▸ Stored data

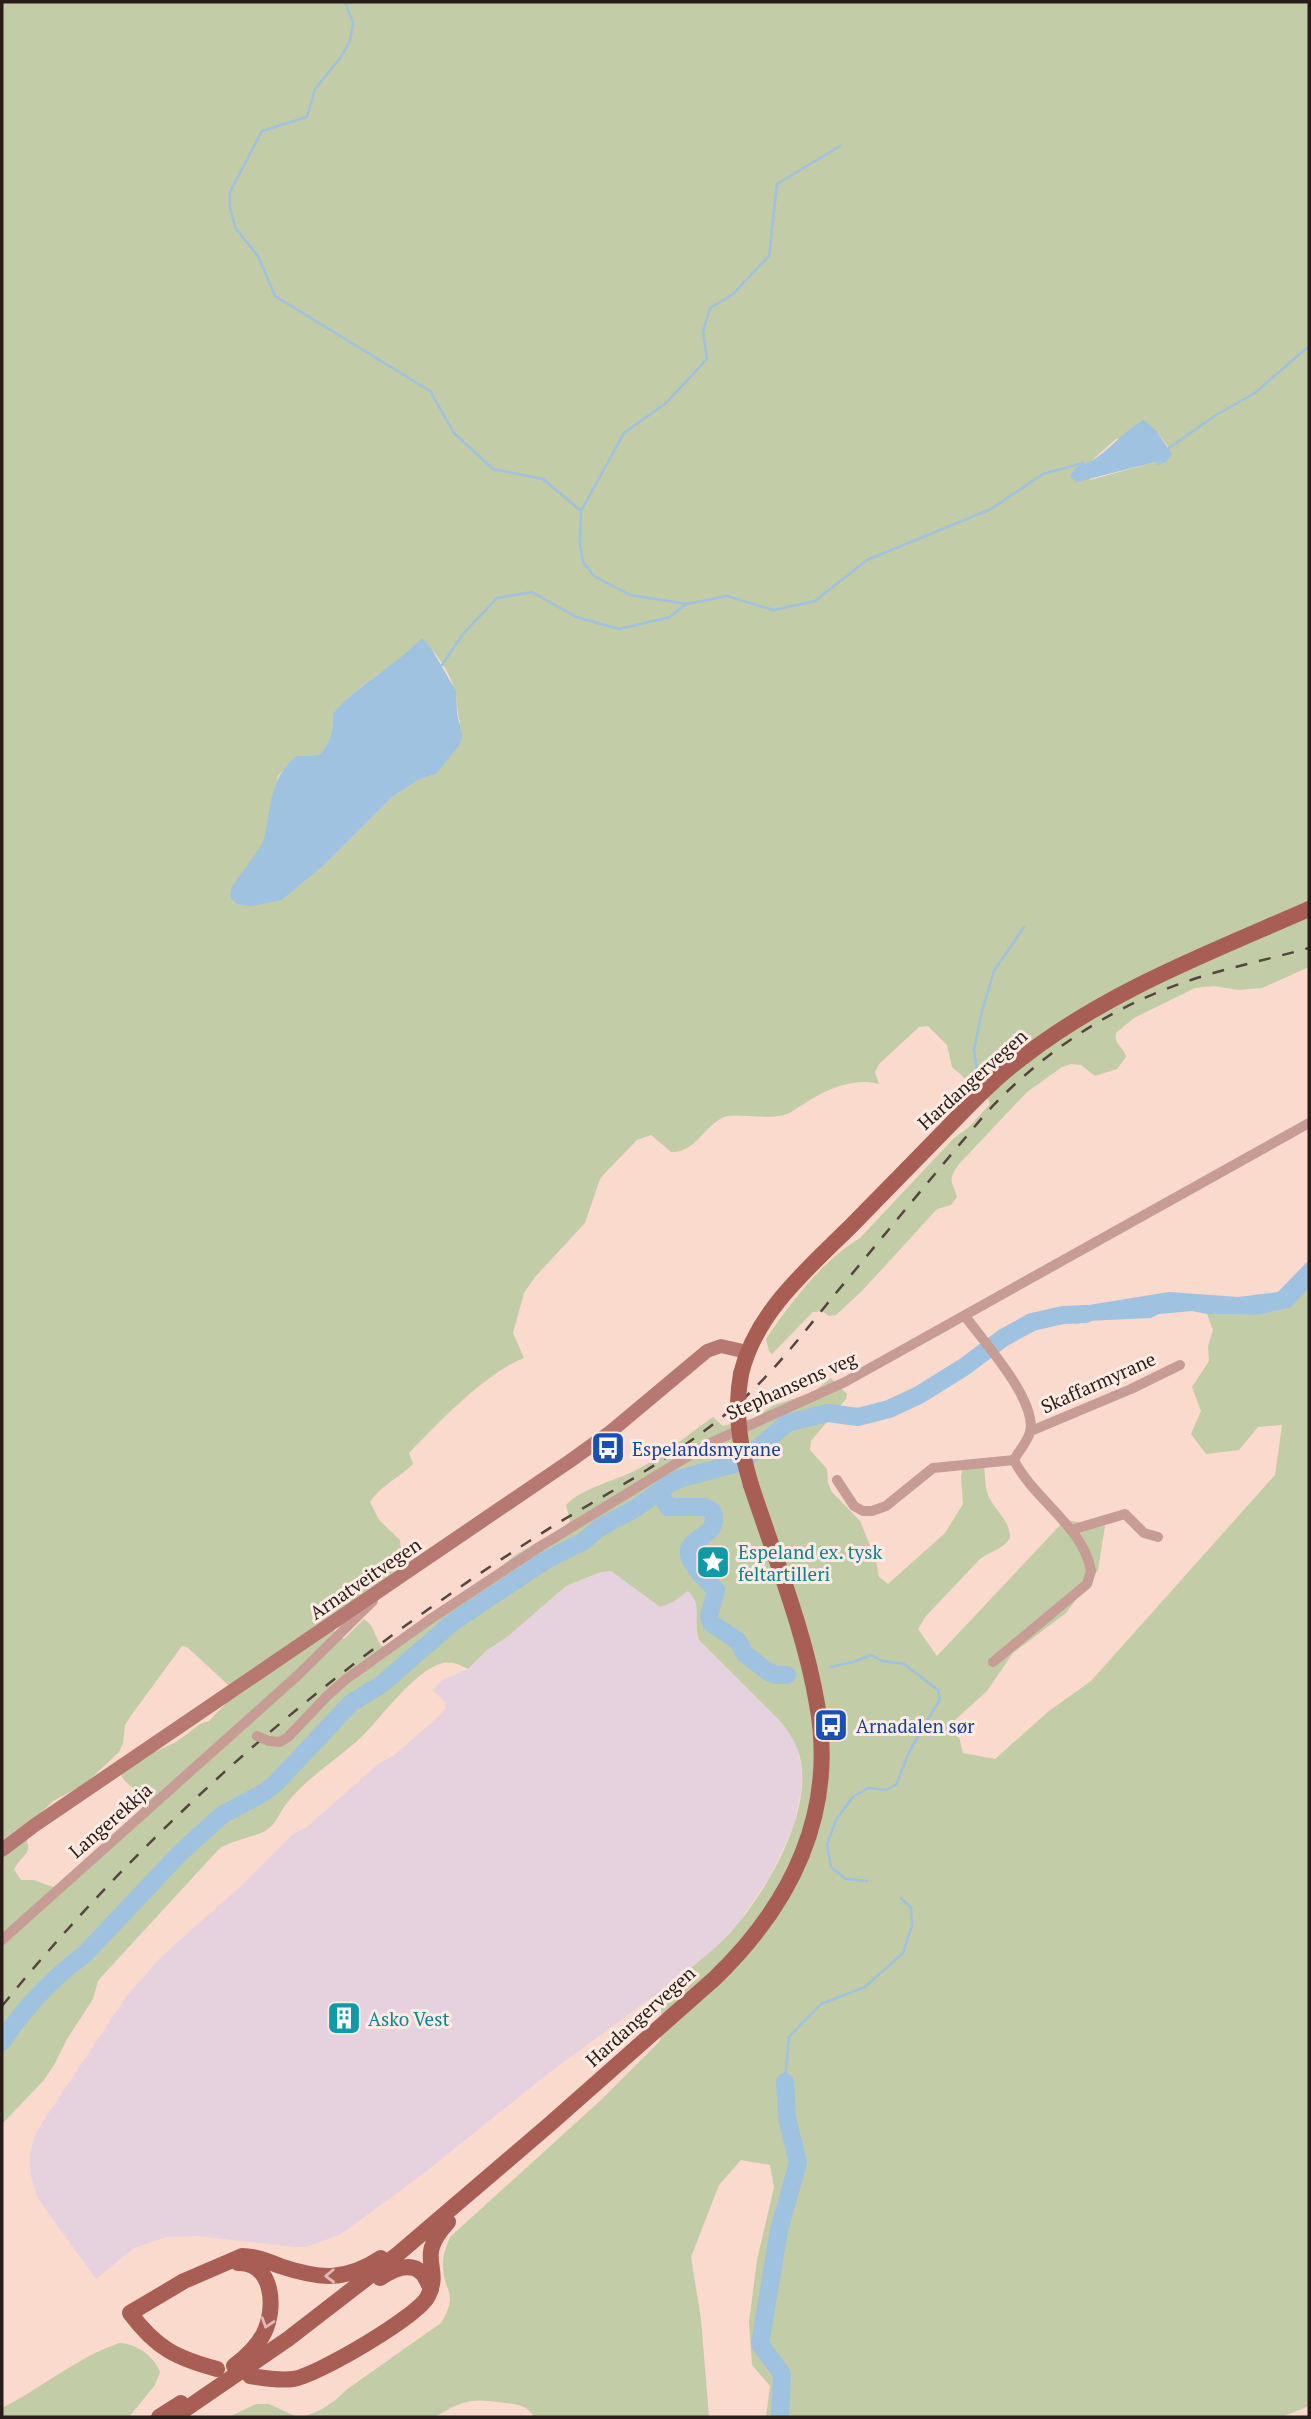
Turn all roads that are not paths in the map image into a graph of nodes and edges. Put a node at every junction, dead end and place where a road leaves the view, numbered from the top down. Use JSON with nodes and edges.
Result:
{"nodes":[{"id":1,"x":1309,"y":909,"type":"edge"},
{"id":2,"x":1309,"y":1123,"type":"edge"},
{"id":3,"x":965,"y":1316,"type":"junction"},
{"id":4,"x":747,"y":1352,"type":"junction"},
{"id":5,"x":1180,"y":1365,"type":"dead end"},
{"id":6,"x":1031,"y":1431,"type":"junction"},
{"id":7,"x":1014,"y":1460,"type":"junction"},
{"id":8,"x":837,"y":1480,"type":"dead end"},
{"id":9,"x":1072,"y":1530,"type":"junction"},
{"id":10,"x":1158,"y":1537,"type":"dead end"},
{"id":11,"x":385,"y":1588,"type":"junction"},
{"id":12,"x":993,"y":1662,"type":"dead end"},
{"id":13,"x":241,"y":1727,"type":"junction"},
{"id":14,"x":2,"y":1850,"type":"edge"},
{"id":15,"x":2,"y":1940,"type":"edge"},
{"id":16,"x":550,"y":2124,"type":"junction"},
{"id":17,"x":508,"y":2161,"type":"junction"},
{"id":18,"x":225,"y":2263,"type":"junction"},
{"id":19,"x":430,"y":2289,"type":"junction"},
{"id":20,"x":288,"y":2339,"type":"junction"},
{"id":21,"x":217,"y":2369,"type":"dead end"},
{"id":22,"x":250,"y":2376,"type":"dead end"},
{"id":23,"x":159,"y":2417,"type":"edge"},
{"id":24,"x":174,"y":2417,"type":"edge"}],
"edges":[{"from":1,"to":4,"type":"main road","name":"Hardangervegen"},
{"from":2,"to":3,"type":"street","name":"Stephansens veg"},
{"from":3,"to":6,"type":"street","name":"Skaffarmyrane"},
{"from":3,"to":13,"type":"street","name":"Stephansens veg","bridge":true},
{"from":4,"to":11,"type":"main road","name":"Arnatveitvegen"},
{"from":4,"to":16,"type":"main road","name":"Hardangervegen","bridge":true},
{"from":5,"to":6,"type":"street","name":"Skaffarmyrane"},
{"from":6,"to":7,"type":"street","name":"Skaffarmyrane"},
{"from":7,"to":8,"type":"street"},
{"from":7,"to":9,"type":"street"},
{"from":9,"to":10,"type":"street"},
{"from":9,"to":12,"type":"street"},
{"from":11,"to":13,"type":"street","name":"Langerekkja"},
{"from":11,"to":14,"type":"main road","name":"Arnatveitvegen"},
{"from":13,"to":15,"type":"street","name":"Langerekkja"},
{"from":16,"to":17,"type":"main road","name":"Hardangervegen"},
{"from":16,"to":19,"type":"main road"},
{"from":17,"to":18,"type":"main road","one_way":true},
{"from":17,"to":20,"type":"main road","name":"Hardangervegen"},
{"from":18,"to":21,"type":"main road"},
{"from":18,"to":23,"type":"main road","one_way":true},
{"from":19,"to":20,"type":"main road"},
{"from":19,"to":22,"type":"main road"},
{"from":20,"to":24,"type":"main road","name":"Hardangervegen"}]}
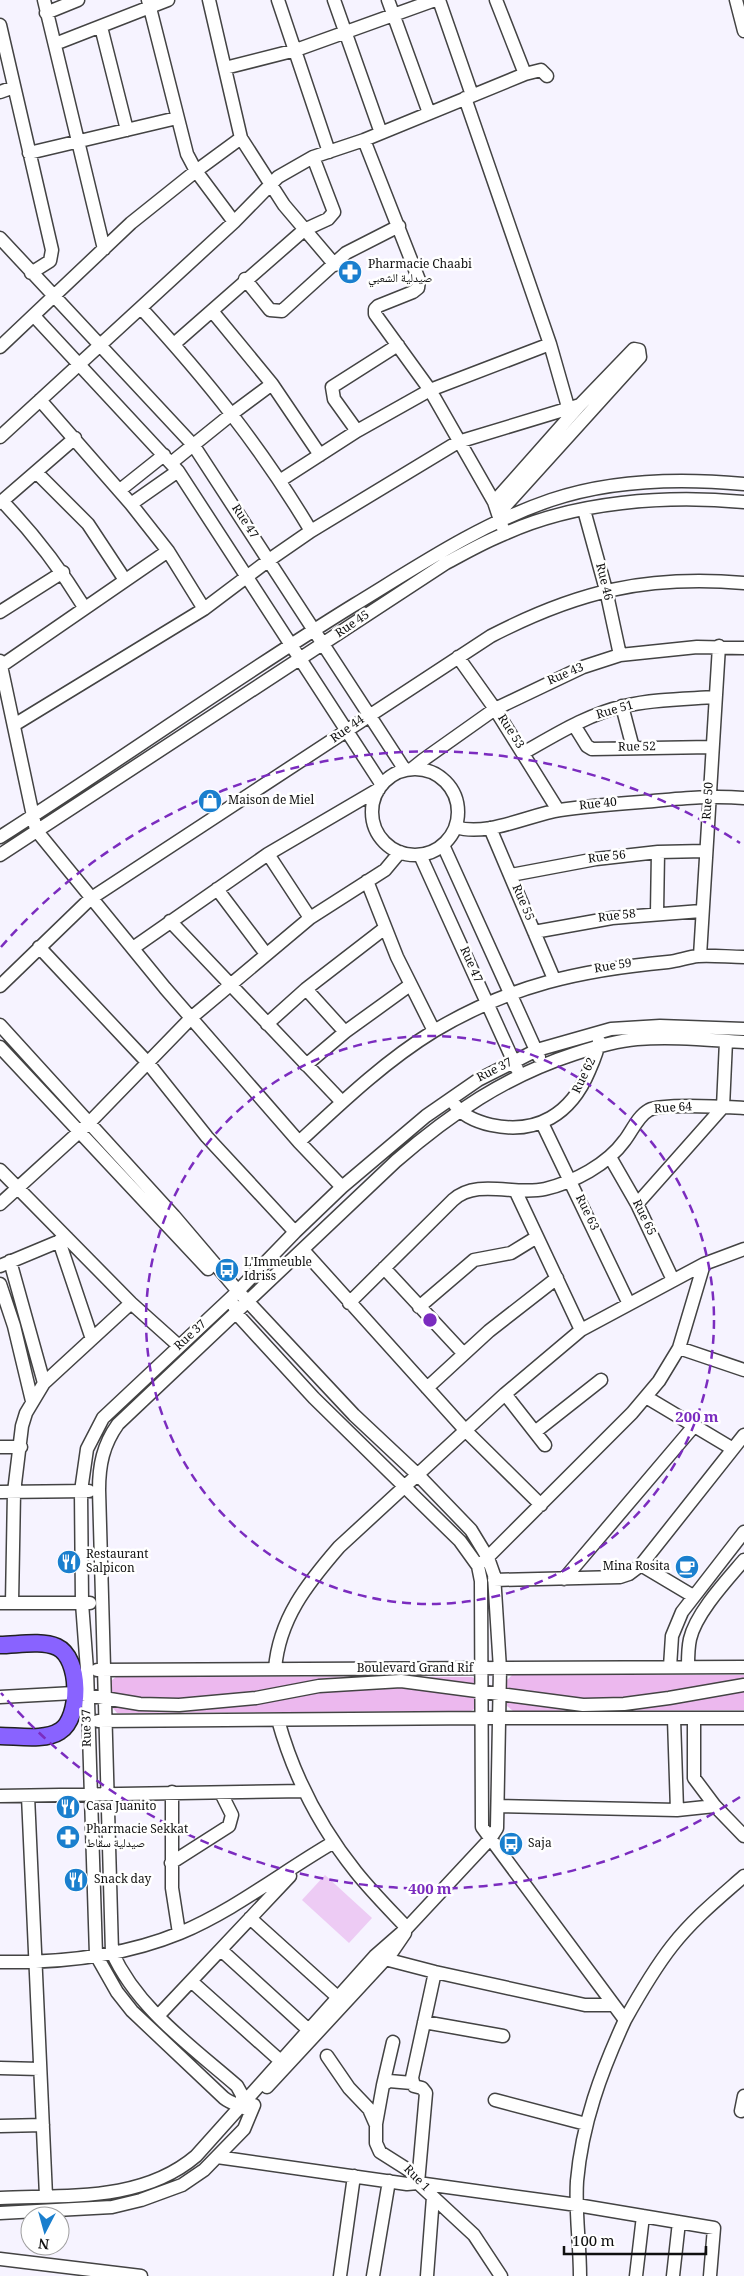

▸ Required action
Among the lines above, find those with the word "street" and list them.

▸ Answer for this exercise
{"from":2,"to":3,"type":"street","name":"Stephansens veg"},
{"from":3,"to":6,"type":"street","name":"Skaffarmyrane"},
{"from":3,"to":13,"type":"street","name":"Stephansens veg","bridge":true},
{"from":5,"to":6,"type":"street","name":"Skaffarmyrane"},
{"from":6,"to":7,"type":"street","name":"Skaffarmyrane"},
{"from":7,"to":8,"type":"street"},
{"from":7,"to":9,"type":"street"},
{"from":9,"to":10,"type":"street"},
{"from":9,"to":12,"type":"street"},
{"from":11,"to":13,"type":"street","name":"Langerekkja"},
{"from":13,"to":15,"type":"street","name":"Langerekkja"},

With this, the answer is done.